What the task asks:
From the line with "I need the junctions and links of all" to the line with "Digitize the connectivity", retype each line exactly as it stands in the records below, but skip the pictures.

Data:
────────────────

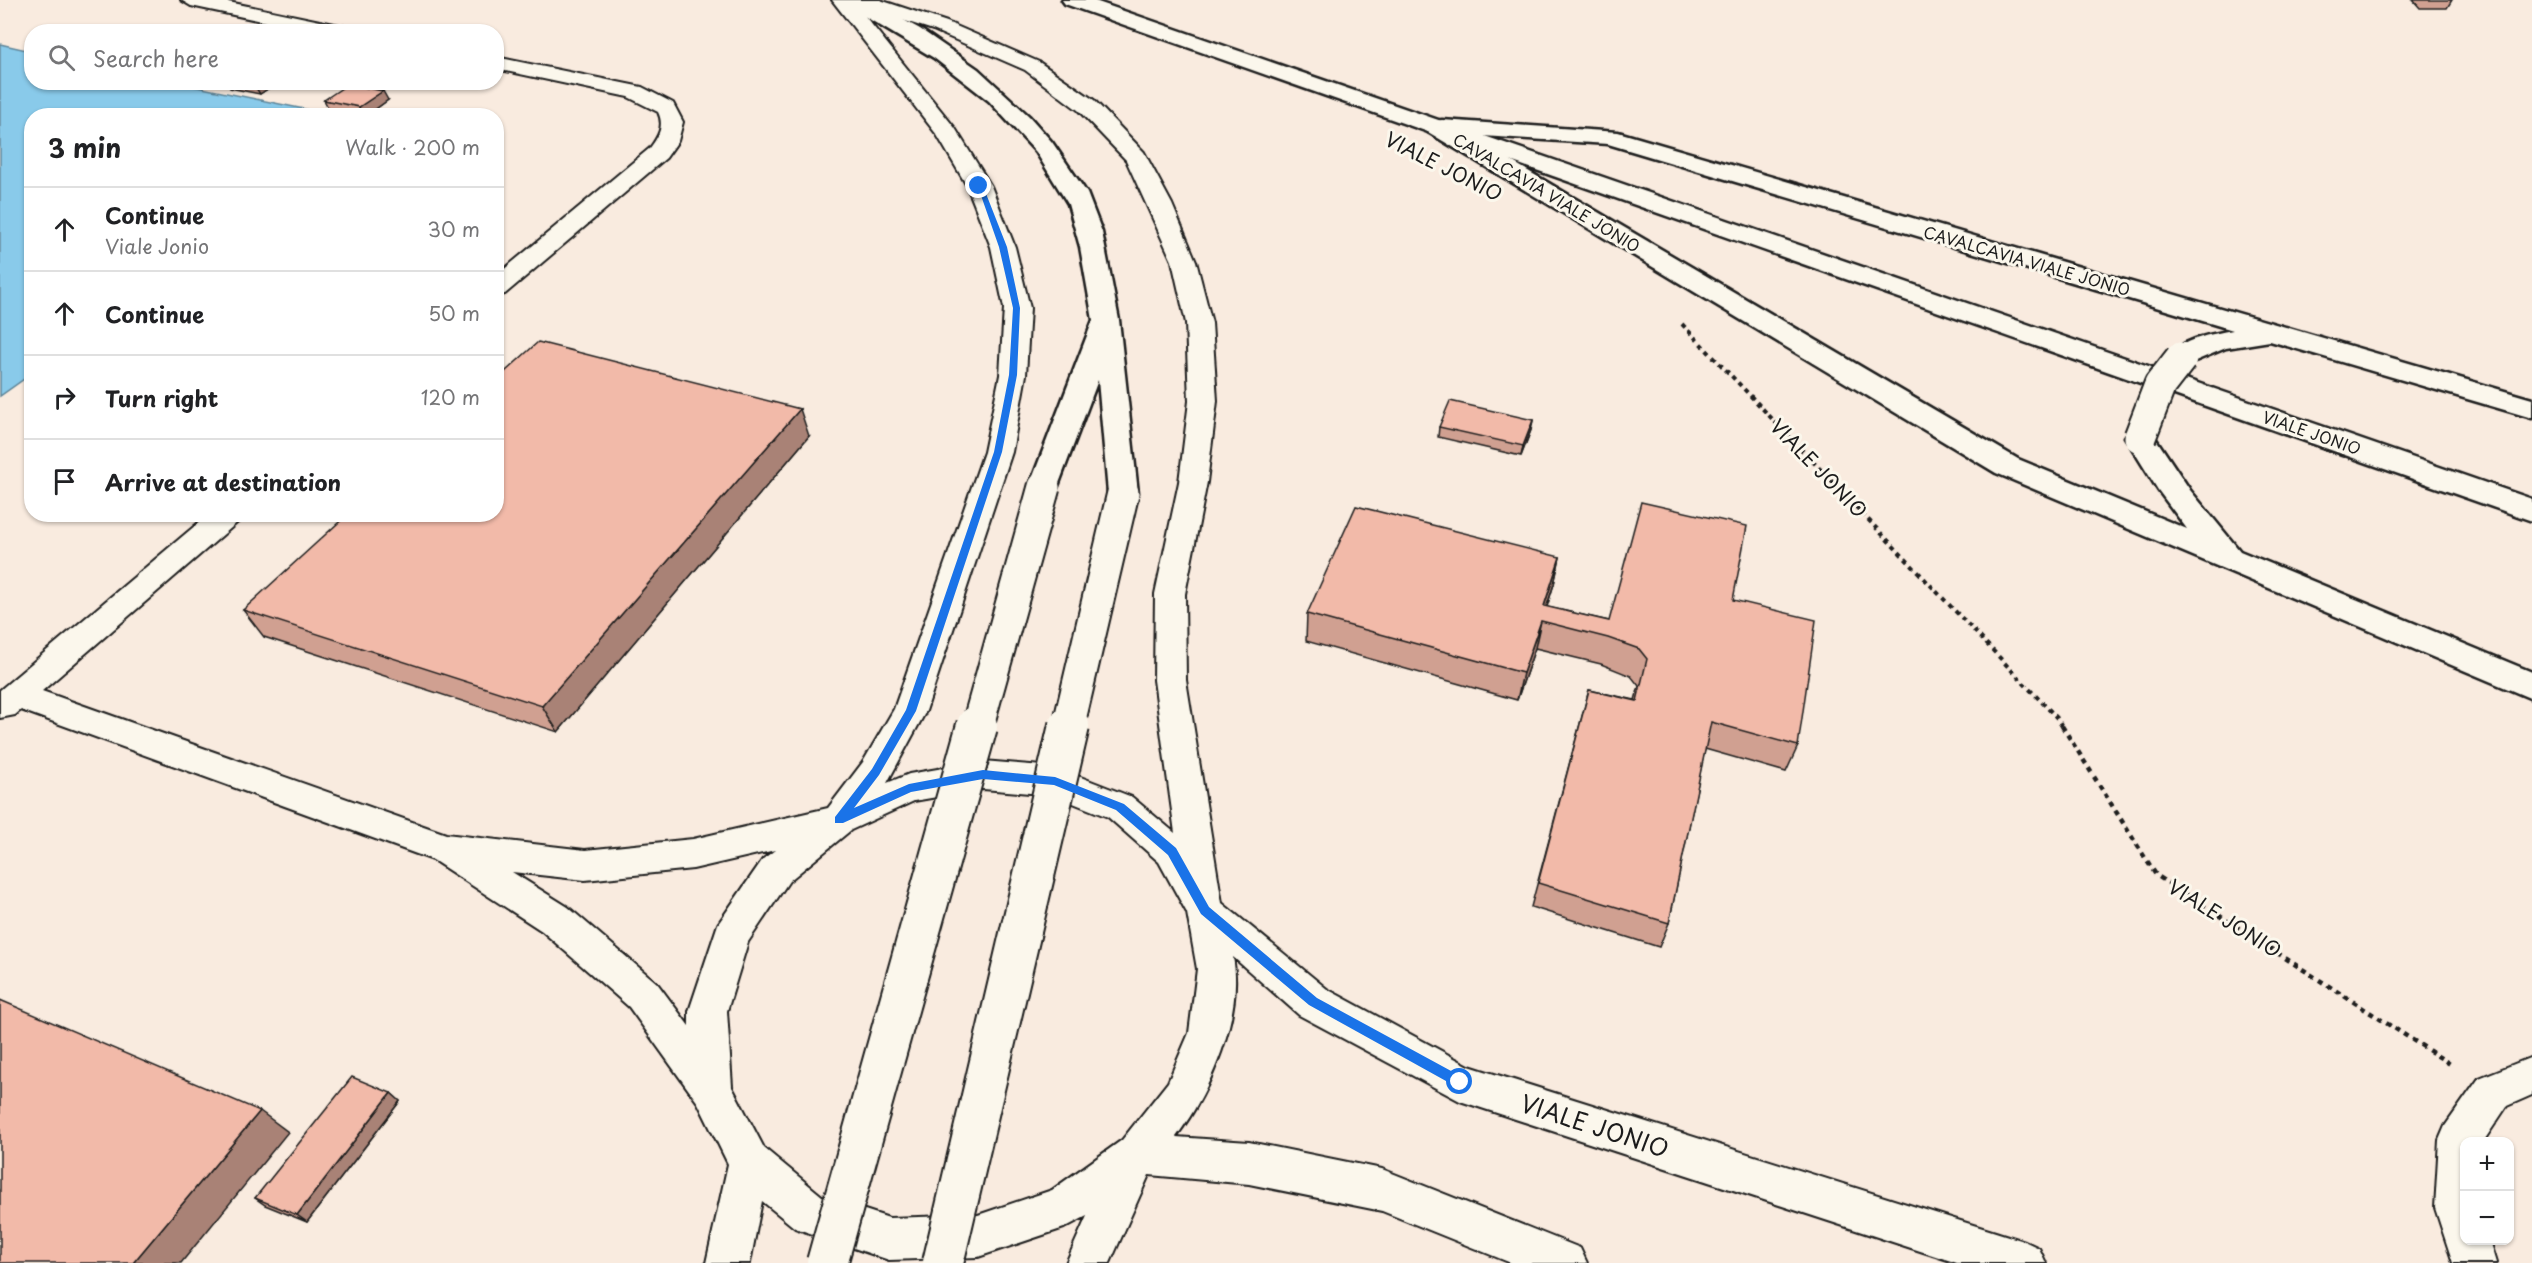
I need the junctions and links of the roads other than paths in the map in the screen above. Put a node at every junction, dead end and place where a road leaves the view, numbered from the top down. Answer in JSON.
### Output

────────────────

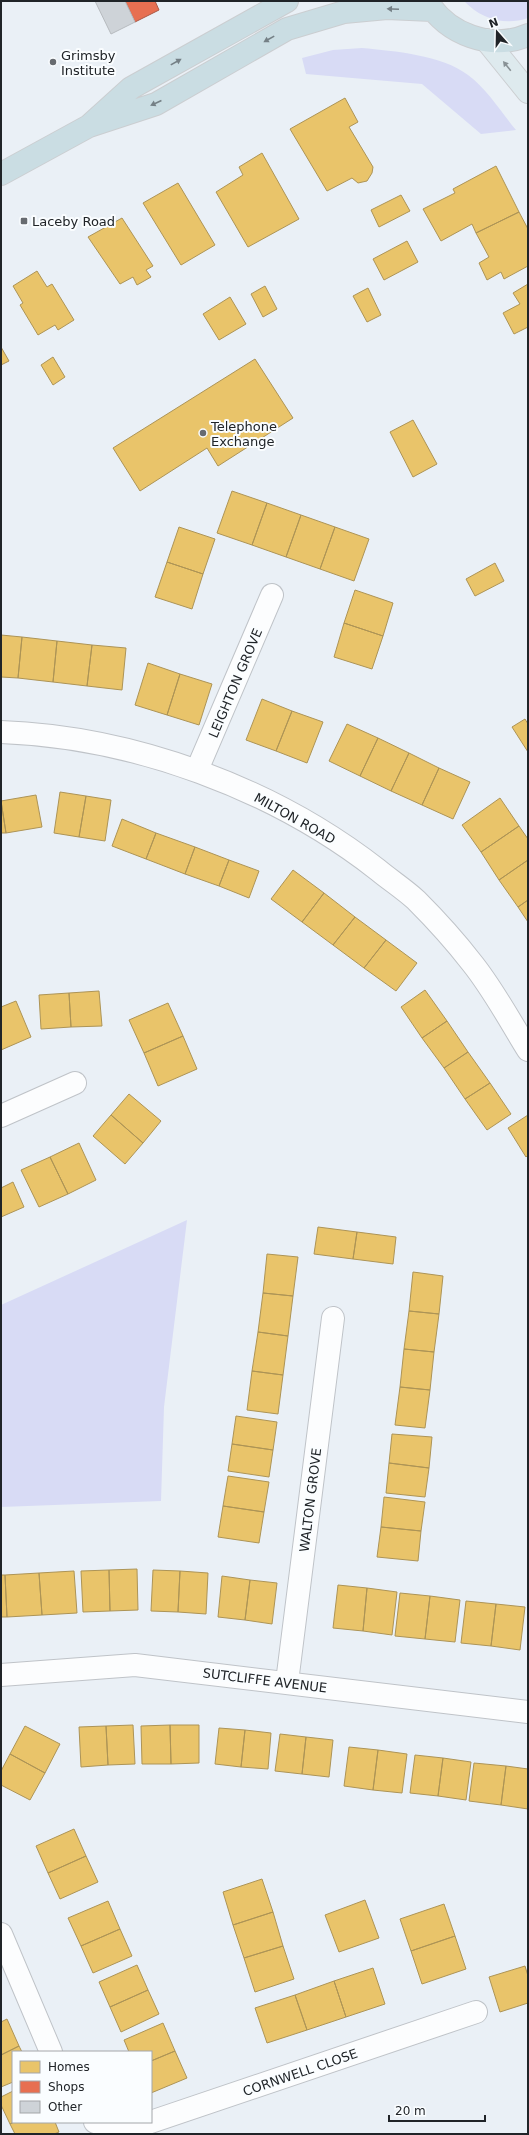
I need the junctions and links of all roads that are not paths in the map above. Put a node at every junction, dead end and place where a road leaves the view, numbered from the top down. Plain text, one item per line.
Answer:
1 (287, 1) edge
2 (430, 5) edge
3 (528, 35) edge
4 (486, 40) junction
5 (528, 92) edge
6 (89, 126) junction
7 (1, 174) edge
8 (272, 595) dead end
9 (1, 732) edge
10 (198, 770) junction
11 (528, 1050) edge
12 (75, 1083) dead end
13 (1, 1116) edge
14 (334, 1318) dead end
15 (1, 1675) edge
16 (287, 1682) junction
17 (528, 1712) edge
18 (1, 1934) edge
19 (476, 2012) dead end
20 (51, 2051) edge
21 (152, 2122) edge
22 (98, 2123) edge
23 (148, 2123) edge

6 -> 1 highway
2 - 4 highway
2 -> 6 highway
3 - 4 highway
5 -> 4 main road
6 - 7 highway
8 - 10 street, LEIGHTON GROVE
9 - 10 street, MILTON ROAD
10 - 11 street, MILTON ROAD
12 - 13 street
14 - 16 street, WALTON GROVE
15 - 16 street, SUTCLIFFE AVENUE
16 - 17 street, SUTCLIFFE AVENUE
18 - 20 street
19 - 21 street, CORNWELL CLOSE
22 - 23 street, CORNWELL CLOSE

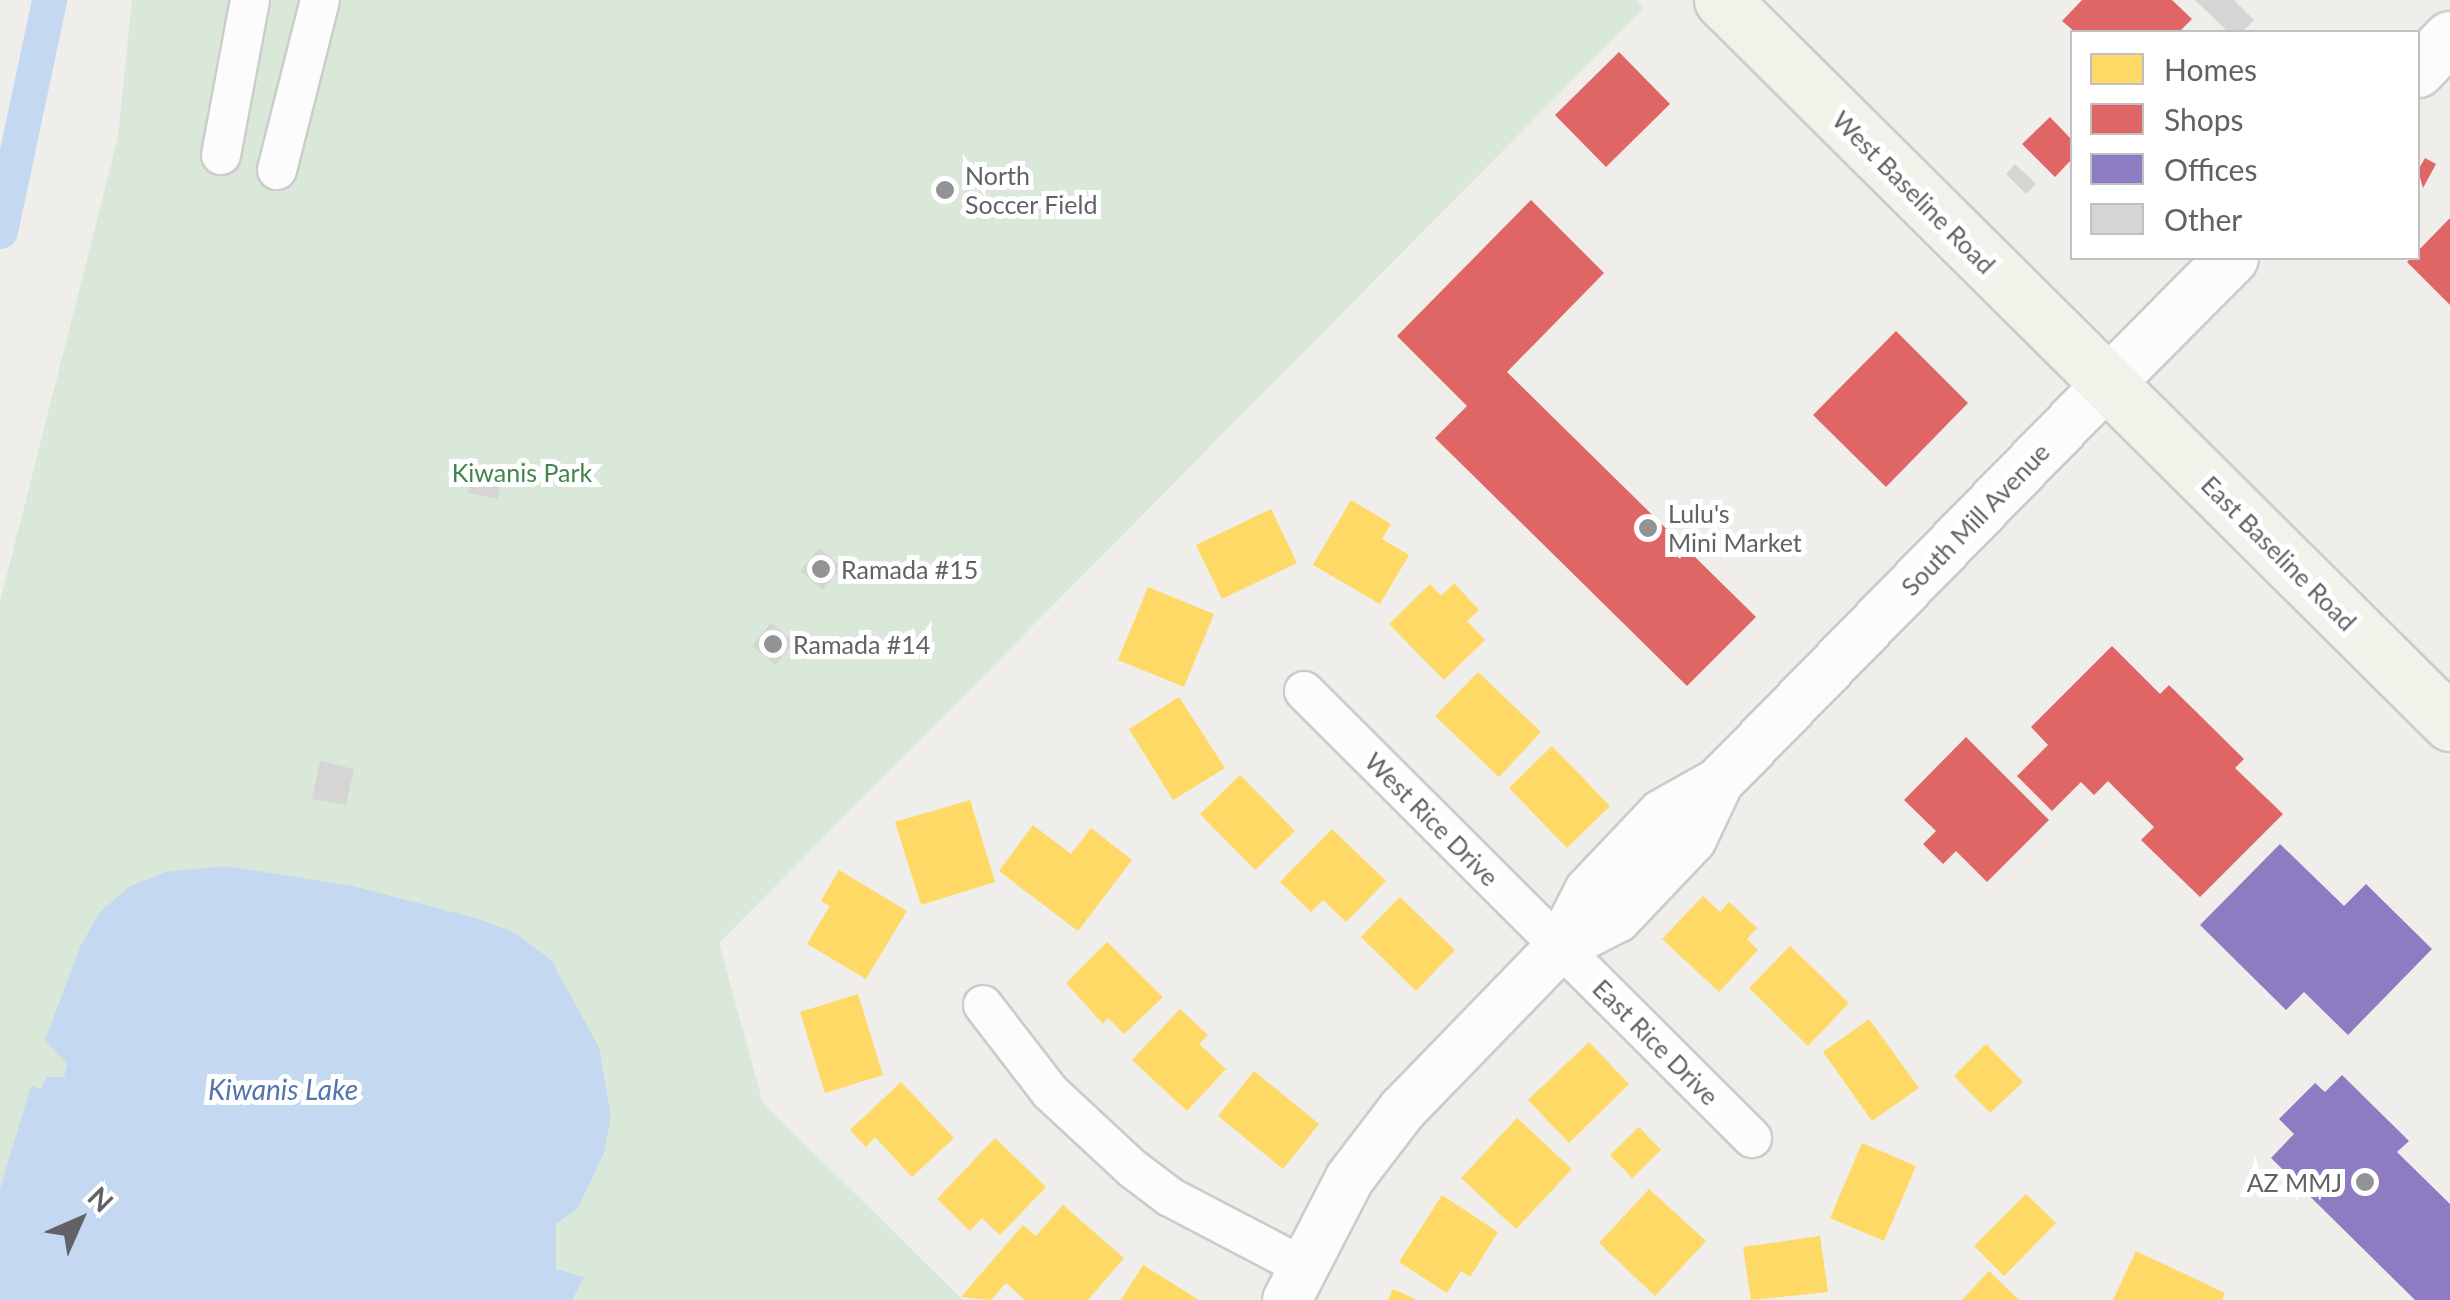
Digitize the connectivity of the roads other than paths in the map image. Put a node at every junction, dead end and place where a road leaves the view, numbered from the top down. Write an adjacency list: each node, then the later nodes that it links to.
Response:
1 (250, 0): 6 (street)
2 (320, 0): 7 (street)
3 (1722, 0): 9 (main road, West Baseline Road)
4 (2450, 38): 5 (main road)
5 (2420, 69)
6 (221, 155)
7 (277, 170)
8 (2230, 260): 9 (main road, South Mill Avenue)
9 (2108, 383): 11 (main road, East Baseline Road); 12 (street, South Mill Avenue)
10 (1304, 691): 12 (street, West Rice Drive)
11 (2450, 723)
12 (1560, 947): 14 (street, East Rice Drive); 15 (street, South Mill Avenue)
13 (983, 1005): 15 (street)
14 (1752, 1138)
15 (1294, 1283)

────────────────

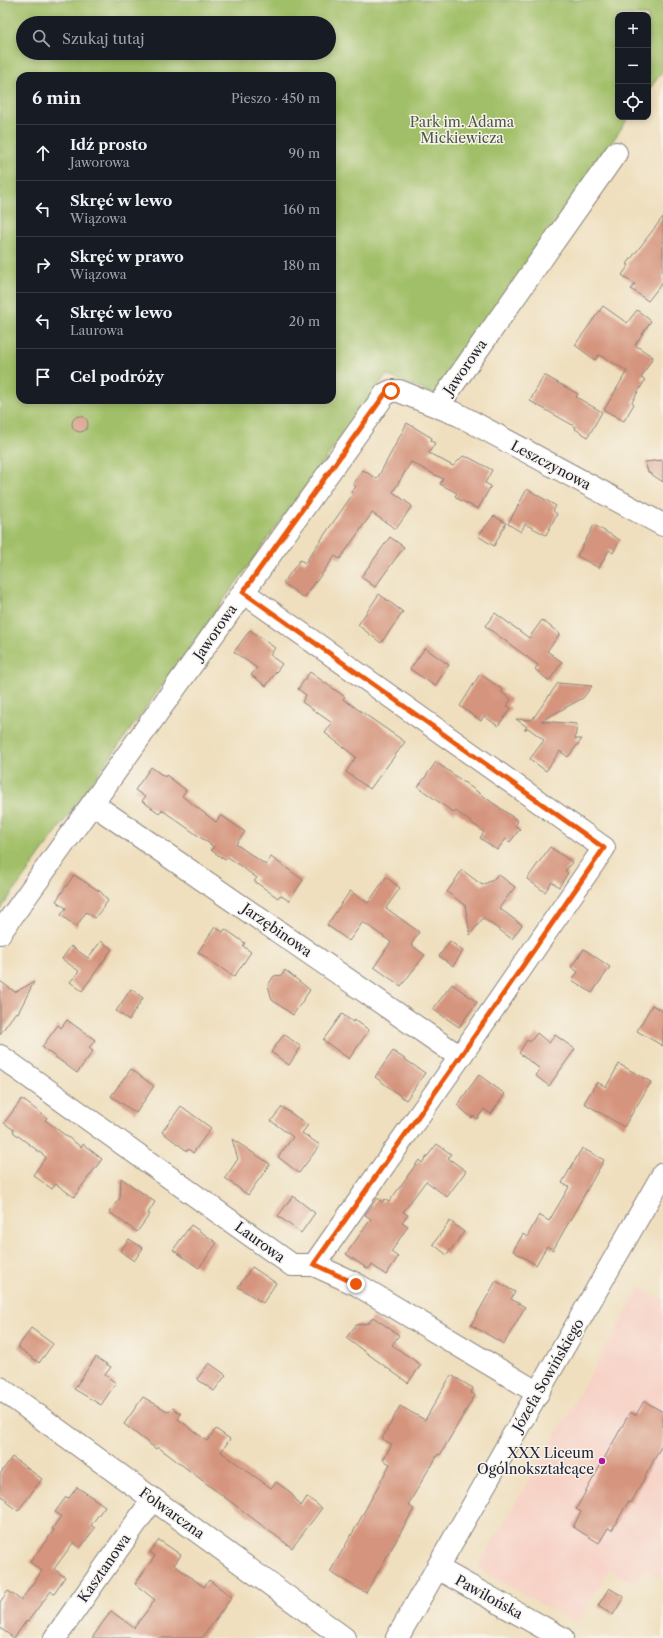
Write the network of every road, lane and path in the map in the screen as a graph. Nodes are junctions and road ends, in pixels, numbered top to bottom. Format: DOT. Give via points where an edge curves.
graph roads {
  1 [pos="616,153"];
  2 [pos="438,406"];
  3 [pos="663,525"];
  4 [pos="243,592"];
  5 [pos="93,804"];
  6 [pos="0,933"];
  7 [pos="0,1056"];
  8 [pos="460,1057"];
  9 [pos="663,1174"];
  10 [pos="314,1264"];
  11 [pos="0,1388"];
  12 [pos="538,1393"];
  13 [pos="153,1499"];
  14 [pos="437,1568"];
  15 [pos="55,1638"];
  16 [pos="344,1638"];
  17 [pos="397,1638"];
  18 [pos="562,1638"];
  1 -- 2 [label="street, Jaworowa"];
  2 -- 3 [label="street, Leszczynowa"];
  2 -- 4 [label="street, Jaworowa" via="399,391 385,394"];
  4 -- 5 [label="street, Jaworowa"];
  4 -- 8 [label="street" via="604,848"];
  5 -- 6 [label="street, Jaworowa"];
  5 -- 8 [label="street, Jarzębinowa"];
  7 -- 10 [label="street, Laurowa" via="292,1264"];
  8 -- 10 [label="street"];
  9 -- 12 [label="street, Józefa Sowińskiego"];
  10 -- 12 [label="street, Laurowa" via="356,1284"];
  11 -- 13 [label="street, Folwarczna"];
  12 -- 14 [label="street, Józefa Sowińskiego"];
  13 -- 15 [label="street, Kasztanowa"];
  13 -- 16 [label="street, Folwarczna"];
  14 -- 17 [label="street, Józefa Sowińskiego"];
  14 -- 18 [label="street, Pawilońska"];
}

────────────────

Answer box:
I need the junctions and links of all roads that are not paths in the map above. Put a node at every junction, dead end and place where a road leaves the view, numbered from the top down. Plain text, one item per line.
Answer:
1 (287, 1) edge
2 (430, 5) edge
3 (528, 35) edge
4 (486, 40) junction
5 (528, 92) edge
6 (89, 126) junction
7 (1, 174) edge
8 (272, 595) dead end
9 (1, 732) edge
10 (198, 770) junction
11 (528, 1050) edge
12 (75, 1083) dead end
13 (1, 1116) edge
14 (334, 1318) dead end
15 (1, 1675) edge
16 (287, 1682) junction
17 (528, 1712) edge
18 (1, 1934) edge
19 (476, 2012) dead end
20 (51, 2051) edge
21 (152, 2122) edge
22 (98, 2123) edge
23 (148, 2123) edge

6 -> 1 highway
2 - 4 highway
2 -> 6 highway
3 - 4 highway
5 -> 4 main road
6 - 7 highway
8 - 10 street, LEIGHTON GROVE
9 - 10 street, MILTON ROAD
10 - 11 street, MILTON ROAD
12 - 13 street
14 - 16 street, WALTON GROVE
15 - 16 street, SUTCLIFFE AVENUE
16 - 17 street, SUTCLIFFE AVENUE
18 - 20 street
19 - 21 street, CORNWELL CLOSE
22 - 23 street, CORNWELL CLOSE

Digitize the connectivity of the roads other than paths in the map image. Put a node at every junction, dead end and place where a road leaves the view, numbered from the top down. Write an adjacency list: each node, then the later nodes that it links to.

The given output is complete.